As the COVID-19 pandemic continues, with the number of cases increasing in many jurisdictions,
health care providers should continue to monitor patients to identify children with
a hyperinflammatory syndrome with shock and cardiac involvement. Suspected MIS-C patients
should be reported to local and state health departments. Distinguishing patients
with MIS-C from those with acute COVID-19 and other hyperinflammatory conditions is
critical for early diagnosis and appropriate management.
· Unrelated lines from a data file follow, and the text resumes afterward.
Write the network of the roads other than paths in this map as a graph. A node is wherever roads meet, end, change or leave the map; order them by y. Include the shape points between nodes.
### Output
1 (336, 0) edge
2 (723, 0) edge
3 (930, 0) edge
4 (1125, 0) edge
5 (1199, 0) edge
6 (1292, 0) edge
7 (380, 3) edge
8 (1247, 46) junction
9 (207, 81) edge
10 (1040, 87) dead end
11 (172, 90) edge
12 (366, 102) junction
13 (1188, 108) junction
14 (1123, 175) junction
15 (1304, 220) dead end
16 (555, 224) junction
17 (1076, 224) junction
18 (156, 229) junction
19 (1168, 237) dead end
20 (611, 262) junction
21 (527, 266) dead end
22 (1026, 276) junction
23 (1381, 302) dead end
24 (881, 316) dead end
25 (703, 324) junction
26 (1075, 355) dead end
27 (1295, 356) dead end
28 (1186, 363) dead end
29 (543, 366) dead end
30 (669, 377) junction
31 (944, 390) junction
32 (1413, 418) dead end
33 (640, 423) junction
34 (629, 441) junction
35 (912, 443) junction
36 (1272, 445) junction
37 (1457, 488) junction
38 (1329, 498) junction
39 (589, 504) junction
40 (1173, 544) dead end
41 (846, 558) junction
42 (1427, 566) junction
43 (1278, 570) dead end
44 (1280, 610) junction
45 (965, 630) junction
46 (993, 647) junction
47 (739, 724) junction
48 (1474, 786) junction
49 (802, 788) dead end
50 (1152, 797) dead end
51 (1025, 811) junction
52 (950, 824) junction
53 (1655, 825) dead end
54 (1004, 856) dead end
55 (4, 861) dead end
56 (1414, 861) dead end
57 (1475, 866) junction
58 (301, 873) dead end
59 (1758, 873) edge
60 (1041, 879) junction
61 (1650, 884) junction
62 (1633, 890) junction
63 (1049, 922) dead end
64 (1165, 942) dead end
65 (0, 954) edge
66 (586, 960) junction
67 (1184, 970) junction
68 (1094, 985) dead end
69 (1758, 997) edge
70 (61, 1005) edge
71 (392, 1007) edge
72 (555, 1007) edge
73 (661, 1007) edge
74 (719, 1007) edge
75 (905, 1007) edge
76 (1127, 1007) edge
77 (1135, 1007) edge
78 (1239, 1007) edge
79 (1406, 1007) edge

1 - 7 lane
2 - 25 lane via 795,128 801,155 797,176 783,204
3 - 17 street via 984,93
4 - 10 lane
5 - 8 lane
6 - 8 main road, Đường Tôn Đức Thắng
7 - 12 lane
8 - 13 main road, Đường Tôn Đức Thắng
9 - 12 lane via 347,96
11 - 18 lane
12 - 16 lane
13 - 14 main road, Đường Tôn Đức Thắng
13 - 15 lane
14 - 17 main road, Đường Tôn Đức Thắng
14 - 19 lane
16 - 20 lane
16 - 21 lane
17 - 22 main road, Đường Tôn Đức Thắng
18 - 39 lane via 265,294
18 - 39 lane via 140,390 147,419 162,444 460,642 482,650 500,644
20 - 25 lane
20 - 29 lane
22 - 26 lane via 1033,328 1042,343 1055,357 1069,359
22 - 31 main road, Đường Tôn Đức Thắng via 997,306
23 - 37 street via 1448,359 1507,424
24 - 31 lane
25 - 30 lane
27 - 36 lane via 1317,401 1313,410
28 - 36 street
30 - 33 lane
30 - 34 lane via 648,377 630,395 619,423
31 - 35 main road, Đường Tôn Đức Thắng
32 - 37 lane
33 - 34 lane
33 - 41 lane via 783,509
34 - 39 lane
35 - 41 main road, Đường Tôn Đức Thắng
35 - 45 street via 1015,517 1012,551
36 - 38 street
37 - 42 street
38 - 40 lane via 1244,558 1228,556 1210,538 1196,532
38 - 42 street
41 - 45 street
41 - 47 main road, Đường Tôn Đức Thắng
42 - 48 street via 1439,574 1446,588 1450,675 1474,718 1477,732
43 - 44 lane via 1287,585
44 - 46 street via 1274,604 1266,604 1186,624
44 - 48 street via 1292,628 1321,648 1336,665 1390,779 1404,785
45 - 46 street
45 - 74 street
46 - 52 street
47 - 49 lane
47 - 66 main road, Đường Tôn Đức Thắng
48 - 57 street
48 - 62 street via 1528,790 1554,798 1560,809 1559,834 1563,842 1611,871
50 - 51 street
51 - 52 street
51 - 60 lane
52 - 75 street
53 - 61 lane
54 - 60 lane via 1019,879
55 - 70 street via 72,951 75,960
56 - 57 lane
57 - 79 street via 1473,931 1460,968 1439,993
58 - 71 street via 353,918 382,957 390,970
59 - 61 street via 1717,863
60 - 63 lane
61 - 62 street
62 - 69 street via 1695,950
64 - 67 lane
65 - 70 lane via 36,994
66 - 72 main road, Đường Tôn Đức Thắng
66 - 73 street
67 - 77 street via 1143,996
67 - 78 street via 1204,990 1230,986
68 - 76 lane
It is also critical for monitoring
potential adverse events of a COVID-19 vaccine when one becomes widely available.
Studies to define the clinical and laboratory characteristics of MIS-C should continue,
including identification of parameters that will help distinguish the illness from
other similar conditions.
Summary
What is already known about this topic?
Multisystem inflammatory syndrome in children (MIS-C) is a rare but severe condition
that has been reported approximately 2–4 weeks after the onset of COVID-19 in children
and adolescents.
What is added by this report?
Most cases of MIS-C have features of shock, with cardiac involvement, gastrointestinal
symptoms, and significantly elevated markers of inflammation, with positive laboratory
test results for SARS-CoV-2. Of the 565 patients who underwent SARS-CoV-2 testing,
all had a positive test result by RT-PCR or serology.
What are the implications for public health practice?
Distinguishing MIS-C from other severe infectious or inflammatory conditions poses
a challenge to clinicians caring for children and adolescents. As the COVID-19 pandemic
continues to expand in many jurisdictions, health care provider awareness of MIS-C
will facilitate early recognition, early diagnosis, and prompt treatment.